On a consideration of the matter, it appears to us that it might be necessary to make a clarification of the basis and terms of the settlement which would not expose the appellants to any unjust tax-burden having regard to the true intendment, content and terms of the settlement. It is here relevant to notice and refer to two clauses of the settlement. They are Clauses (c) and (e). They provide :

(c) The old clerical employees who have retired from the Corporation prior to 1-1-1989 will be paid as one time lump sum compensation in lieu of awarded amounts of H.R.A., Gratuity and Duty Allowances (so far as Divisional Offices are concerned) amounting to Rs. 50,000/- within four weeks from today.
(e) The aforementioned one time lump sum amounts of Rs. 25,000/- and Rupees 50,000/- respectively are in settlement of all outstanding dues (including interest) in respect of items specified above covering a period of Assessment Years 1974-75 up to 1989-90.

A reading of these two clauses would indicate that the lump sum of Rs. 50,000/- payable to each of these employees was not in its entirety referable to "salary". Quite obviously some part of it was Gratuity, some part H.R.A. and some part "duty allowances", etc. though exact break up of these components was not specified.
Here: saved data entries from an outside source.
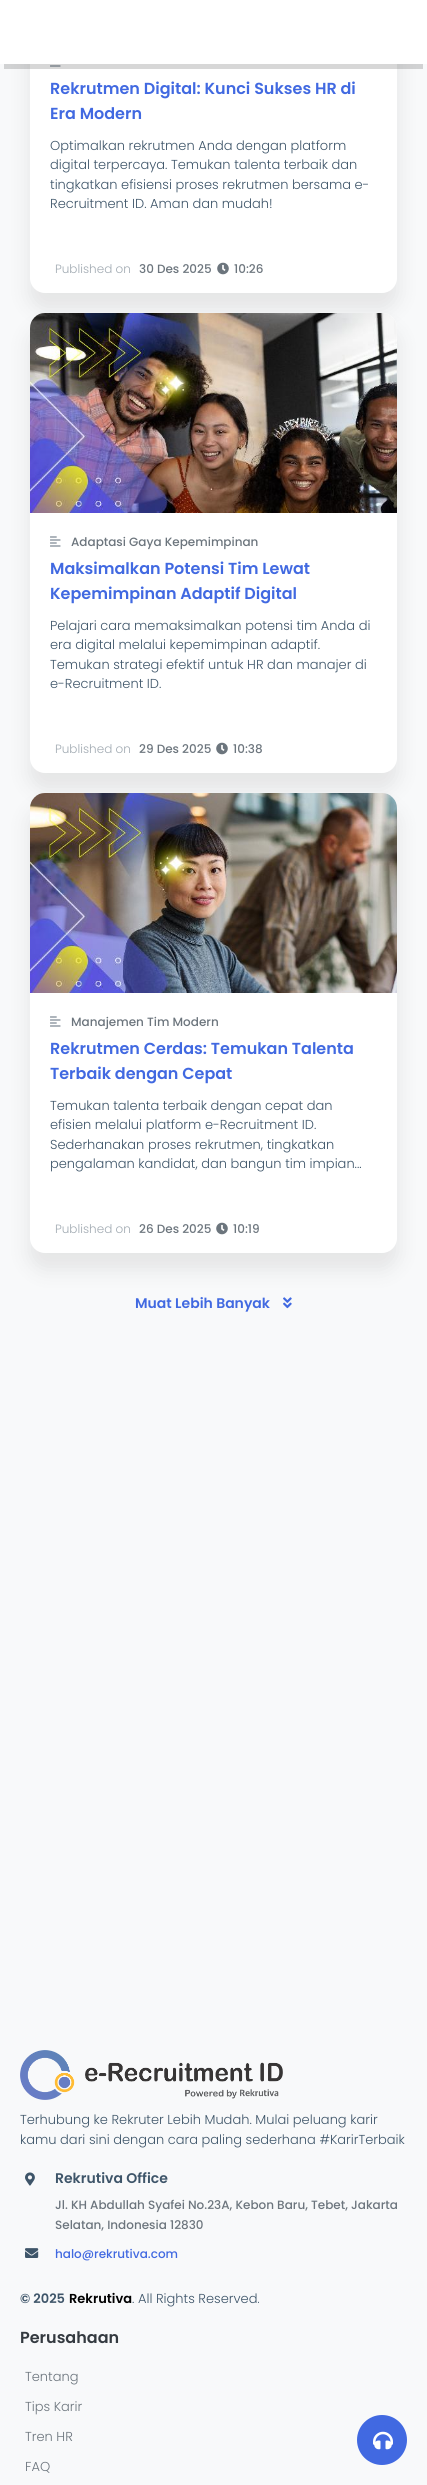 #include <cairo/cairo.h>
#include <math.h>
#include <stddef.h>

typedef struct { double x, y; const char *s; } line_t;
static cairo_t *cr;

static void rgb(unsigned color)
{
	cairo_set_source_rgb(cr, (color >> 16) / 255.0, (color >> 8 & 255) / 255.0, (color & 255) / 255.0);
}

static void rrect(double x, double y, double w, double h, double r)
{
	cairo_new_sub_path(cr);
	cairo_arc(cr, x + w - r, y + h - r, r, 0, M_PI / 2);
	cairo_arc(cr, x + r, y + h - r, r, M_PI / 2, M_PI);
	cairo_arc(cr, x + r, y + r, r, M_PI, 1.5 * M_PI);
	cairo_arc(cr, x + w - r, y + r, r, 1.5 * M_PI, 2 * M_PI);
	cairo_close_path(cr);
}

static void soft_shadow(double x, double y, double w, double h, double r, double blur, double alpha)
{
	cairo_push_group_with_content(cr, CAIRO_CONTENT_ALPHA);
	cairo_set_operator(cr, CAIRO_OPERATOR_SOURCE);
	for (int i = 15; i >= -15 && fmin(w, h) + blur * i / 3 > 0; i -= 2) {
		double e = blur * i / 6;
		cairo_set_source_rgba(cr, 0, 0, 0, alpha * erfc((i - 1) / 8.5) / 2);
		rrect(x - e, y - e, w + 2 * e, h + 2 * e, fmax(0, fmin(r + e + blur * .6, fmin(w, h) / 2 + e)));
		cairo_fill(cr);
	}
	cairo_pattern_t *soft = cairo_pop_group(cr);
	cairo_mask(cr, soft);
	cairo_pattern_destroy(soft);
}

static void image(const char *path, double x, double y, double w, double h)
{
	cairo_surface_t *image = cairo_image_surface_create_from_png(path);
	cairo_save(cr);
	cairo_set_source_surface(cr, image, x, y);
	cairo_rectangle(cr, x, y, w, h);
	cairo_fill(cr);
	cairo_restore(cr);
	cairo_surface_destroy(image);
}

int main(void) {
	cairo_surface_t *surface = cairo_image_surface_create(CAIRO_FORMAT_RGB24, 427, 2485);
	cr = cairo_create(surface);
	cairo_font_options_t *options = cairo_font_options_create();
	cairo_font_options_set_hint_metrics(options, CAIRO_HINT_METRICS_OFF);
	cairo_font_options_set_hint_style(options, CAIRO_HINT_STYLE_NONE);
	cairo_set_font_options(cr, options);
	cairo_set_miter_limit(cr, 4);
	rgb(0xf8f9fa);
	cairo_paint(cr);
	rgb(0x333333);
	soft_shadow(29, -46, 369, 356, 16, 10, 0.1);
	rgb(0xffffff);
	rrect(30, -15, 367, 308, 15);
	cairo_fill(cr);
	cairo_rectangle(cr, 0, 0, 427, 64);
	cairo_fill(cr);
	image("img/1.png", 50, 65, 11, 2);
	cairo_set_source_rgba(cr, 0, 0, 0, 0.16);
	cairo_rectangle(cr, 4, 64, 419, 5);
	cairo_fill(cr);
	image("img/2.png", 217, 262, 12, 13);
	rgb(0x333333);
	soft_shadow(29, 328, 369, 462, 16, 10, 0.1);
	rgb(0xffffff);
	rrect(30, 313, 367, 460, 15);
	cairo_fill(cr);
	image("img/3.png", 30, 313, 367, 200);
	image("img/4.png", 50, 536, 11, 11);
	image("img/2.png", 216, 742, 12, 13);
	rgb(0x333333);
	soft_shadow(29, 808, 369, 462, 16, 10, 0.1);
	rgb(0xffffff);
	rrect(30, 793, 367, 460, 15);
	cairo_fill(cr);
	image("img/5.png", 30, 793, 367, 200);
	image("img/4.png", 50, 1016, 11, 11);
	image("img/2.png", 216, 1222, 12, 13);
	image("img/6.png", 283, 1297, 9, 12);
	image("img/7.png", 20, 2050, 263, 50);
	image("img/8.png", 25, 2172, 10, 14);
	image("img/9.png", 25, 2248, 14, 10);
	rgb(0x4169e1);
	cairo_arc(cr, 382, 2440, 25, 0, 2 * M_PI);
	cairo_fill(cr);
	image("img/10.png", 373, 2431, 20, 19);
	cairo_select_font_face(cr, "Poppins SemiBold", CAIRO_FONT_SLANT_NORMAL, CAIRO_FONT_WEIGHT_NORMAL);
	cairo_set_font_size(cr, 16);
	cairo_move_to(cr, 50, 94);
	cairo_show_text(cr, "Rekrutmen Digital: Kunci Sukses HR di");
	cairo_move_to(cr, 50, 119);
	cairo_show_text(cr, "Era Modern");
	cairo_select_font_face(cr, "Poppins Light", CAIRO_FONT_SLANT_NORMAL, CAIRO_FONT_WEIGHT_NORMAL);
	cairo_set_font_size(cr, 13);
	rgb(0x3e5569);
	{
		static const line_t items[] = {
			{50, 150, "Optimalkan rekrutmen Anda dengan platform"},
			{50, 169, "digital terpercaya. Temukan talenta terbaik dan"},
			{50, 189, "tingkatkan efisiensi proses rekrutmen bersama e-"},
			{50, 208, "Recruitment ID. Aman dan mudah!"},
		};
		for (size_t i = 0; i < sizeof items / sizeof *items; i++) {
			cairo_move_to(cr, items[i].x, items[i].y);
			cairo_show_text(cr, items[i].s);
		}
	}
	cairo_set_font_size(cr, 12);
	rgb(0xa1aab2);
	cairo_move_to(cr, 55, 273);
	cairo_show_text(cr, "Published on");
	cairo_select_font_face(cr, "Poppins Medium", CAIRO_FONT_SLANT_NORMAL, CAIRO_FONT_WEIGHT_NORMAL);
	rgb(0x6c757d);
	{
		static const line_t items[] = {
			{139, 273, "30 Des 2025"},
			{234, 273, "10:26"},
			{71, 546, "Adaptasi Gaya Kepemimpinan"},
		};
		for (size_t i = 0; i < sizeof items / sizeof *items; i++) {
			cairo_move_to(cr, items[i].x, items[i].y);
			cairo_show_text(cr, items[i].s);
		}
	}
	cairo_select_font_face(cr, "Poppins SemiBold", CAIRO_FONT_SLANT_NORMAL, CAIRO_FONT_WEIGHT_NORMAL);
	cairo_set_font_size(cr, 16);
	rgb(0x4169e1);
	cairo_move_to(cr, 50, 574);
	cairo_show_text(cr, "Maksimalkan Potensi Tim Lewat");
	cairo_move_to(cr, 50, 599);
	cairo_show_text(cr, "Kepemimpinan Adaptif Digital");
	cairo_select_font_face(cr, "Poppins Light", CAIRO_FONT_SLANT_NORMAL, CAIRO_FONT_WEIGHT_NORMAL);
	cairo_set_font_size(cr, 13);
	rgb(0x3e5569);
	{
		static const line_t items[] = {
			{50, 630, "Pelajari cara memaksimalkan potensi tim Anda di"},
			{50, 649, "era digital melalui kepemimpinan adaptif."},
			{50, 669, "Temukan strategi efektif untuk HR dan manajer di"},
			{50, 688, "e-Recruitment ID."},
		};
		for (size_t i = 0; i < sizeof items / sizeof *items; i++) {
			cairo_move_to(cr, items[i].x, items[i].y);
			cairo_show_text(cr, items[i].s);
		}
	}
	cairo_set_font_size(cr, 12);
	rgb(0xa1aab2);
	cairo_move_to(cr, 55, 753);
	cairo_show_text(cr, "Published on");
	cairo_select_font_face(cr, "Poppins Medium", CAIRO_FONT_SLANT_NORMAL, CAIRO_FONT_WEIGHT_NORMAL);
	rgb(0x6c757d);
	{
		static const line_t items[] = {
			{139, 753, "29 Des 2025"},
			{233, 753, "10:38"},
			{71, 1026, "Manajemen Tim Modern"},
		};
		for (size_t i = 0; i < sizeof items / sizeof *items; i++) {
			cairo_move_to(cr, items[i].x, items[i].y);
			cairo_show_text(cr, items[i].s);
		}
	}
	cairo_select_font_face(cr, "Poppins SemiBold", CAIRO_FONT_SLANT_NORMAL, CAIRO_FONT_WEIGHT_NORMAL);
	cairo_set_font_size(cr, 16);
	rgb(0x4169e1);
	cairo_move_to(cr, 50, 1054);
	cairo_show_text(cr, "Rekrutmen Cerdas: Temukan Talenta");
	cairo_move_to(cr, 50, 1079);
	cairo_show_text(cr, "Terbaik dengan Cepat");
	cairo_select_font_face(cr, "Poppins Light", CAIRO_FONT_SLANT_NORMAL, CAIRO_FONT_WEIGHT_NORMAL);
	cairo_set_font_size(cr, 13);
	rgb(0x3e5569);
	{
		static const line_t items[] = {
			{50, 1110, "Temukan talenta terbaik dengan cepat dan"},
			{50, 1129, "efisien melalui platform e-Recruitment ID."},
			{50, 1149, "Sederhanakan proses rekrutmen, tingkatkan"},
			{50, 1168, "pengalaman kandidat, dan bangun tim impian..."},
		};
		for (size_t i = 0; i < sizeof items / sizeof *items; i++) {
			cairo_move_to(cr, items[i].x, items[i].y);
			cairo_show_text(cr, items[i].s);
		}
	}
	cairo_set_font_size(cr, 12);
	rgb(0xa1aab2);
	cairo_move_to(cr, 55, 1233);
	cairo_show_text(cr, "Published on");
	cairo_select_font_face(cr, "Poppins Medium", CAIRO_FONT_SLANT_NORMAL, CAIRO_FONT_WEIGHT_NORMAL);
	rgb(0x6c757d);
	cairo_move_to(cr, 139, 1233);
	cairo_show_text(cr, "26 Des 2025");
	cairo_move_to(cr, 233, 1233);
	cairo_show_text(cr, "10:19");
	cairo_select_font_face(cr, "Poppins SemiBold", CAIRO_FONT_SLANT_NORMAL, CAIRO_FONT_WEIGHT_NORMAL);
	cairo_set_font_size(cr, 14);
	rgb(0x4169e1);
	cairo_move_to(cr, 135, 1308);
	cairo_show_text(cr, "Muat Lebih Banyak");
	cairo_select_font_face(cr, "Poppins Light", CAIRO_FONT_SLANT_NORMAL, CAIRO_FONT_WEIGHT_NORMAL);
	cairo_set_font_size(cr, 13);
	rgb(0x3e5569);
	cairo_move_to(cr, 20, 2124);
	cairo_show_text(cr, "Terhubung ke Rekruter Lebih Mudah. Mulai peluang karir");
	cairo_move_to(cr, 20, 2144);
	cairo_show_text(cr, "kamu dari sini dengan cara paling sederhana #KarirTerbaik");
	cairo_select_font_face(cr, "Poppins SemiBold", CAIRO_FONT_SLANT_NORMAL, CAIRO_FONT_WEIGHT_NORMAL);
	cairo_set_font_size(cr, 14);
	cairo_move_to(cr, 55, 2183);
	cairo_show_text(cr, "Rekrutiva Office");
	cairo_select_font_face(cr, "Poppins Medium", CAIRO_FONT_SLANT_NORMAL, CAIRO_FONT_WEIGHT_NORMAL);
	cairo_set_font_size(cr, 12);
	rgb(0x6c757d);
	cairo_move_to(cr, 55, 2209);
	cairo_show_text(cr, "Jl. KH Abdullah Syafei No.23A, Kebon Baru, Tebet, Jakarta");
	cairo_move_to(cr, 55, 2229);
	cairo_show_text(cr, "Selatan, Indonesia 12830");
	rgb(0x4169e1);
	cairo_move_to(cr, 55, 2258);
	cairo_show_text(cr, "halo@rekrutiva.com");
	cairo_select_font_face(cr, "Poppins SemiBold", CAIRO_FONT_SLANT_NORMAL, CAIRO_FONT_WEIGHT_NORMAL);
	cairo_set_font_size(cr, 13);
	rgb(0x3e5569);
	cairo_move_to(cr, 20, 2303);
	cairo_show_text(cr, "© 2025");
	rgb(0x000000);
	cairo_move_to(cr, 69, 2303);
	cairo_show_text(cr, "Rekrutiva");
	cairo_select_font_face(cr, "Poppins Light", CAIRO_FONT_SLANT_NORMAL, CAIRO_FONT_WEIGHT_NORMAL);
	rgb(0x3e5569);
	cairo_move_to(cr, 132, 2303);
	cairo_show_text(cr, ". All Rights Reserved.");
	cairo_select_font_face(cr, "Poppins SemiBold", CAIRO_FONT_SLANT_NORMAL, CAIRO_FONT_WEIGHT_NORMAL);
	cairo_set_font_size(cr, 16);
	rgb(0x343a40);
	cairo_move_to(cr, 20, 2343);
	cairo_show_text(cr, "Perusahaan");
	cairo_select_font_face(cr, "Poppins Light", CAIRO_FONT_SLANT_NORMAL, CAIRO_FONT_WEIGHT_NORMAL);
	cairo_set_font_size(cr, 13);
	rgb(0x6c757d);
	{
		static const line_t items[] = {
			{25, 2381, "Tentang"},
			{25, 2411, "Tips Karir"},
			{25, 2441, "Tren HR"},
			{25, 2471, "FAQ"},
		};
		for (size_t i = 0; i < sizeof items / sizeof *items; i++) {
			cairo_move_to(cr, items[i].x, items[i].y);
			cairo_show_text(cr, items[i].s);
		}
	}
	cairo_surface_write_to_png(surface, "page.png");
	cairo_font_options_destroy(options);
	cairo_destroy(cr);
	cairo_surface_destroy(surface);
	return 0;
}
The Corporation has, perhaps, its own difficulty in quantifying the 'gratuity' component as, according to it, such quantification might raise other similar claims and disputes. But the intendment of the settlement, even on its express terms, makes it clear that the assessing authorities must, on the basis of the appropriate criteria relevant to the matter, decide what part of the lump sum of Rs. 50,000/- was referable to 'Gratuity'. The part apportionable to 'Gratuity' would be exempt from tax up to the permissible statutory limits. The entire sum cannot be treated as arrears of salary alone. The difficulty of the exercise involved in the apportionment does not dispense with the need to do it in order that justice is done to the appellants who were not in the higher echelons of service and any unjust incidence of tax would work hardship. The rest of it would, in any event, have to be spread over the period between 1974-75 up to the 1989-90 (or such earlier date on which the particular employee retired).

It is appropriate, therefore, that the Income-tax Authorities do ascertain the component of Gratuity as best as they can and give the benefit to the appellants so that their hardship is mitigated. The Corporation, even if, by itself, is unable to certify such break up, should extend its co-operation otherwise to the appellants in working out a just arrangement in regard to the matter. It is not necessary in these proceedings to have the Income-tax authorities impleaded as we expect the authorities to act in aid of this order and do justice to the appellants, The appeal is disposed of accordingly.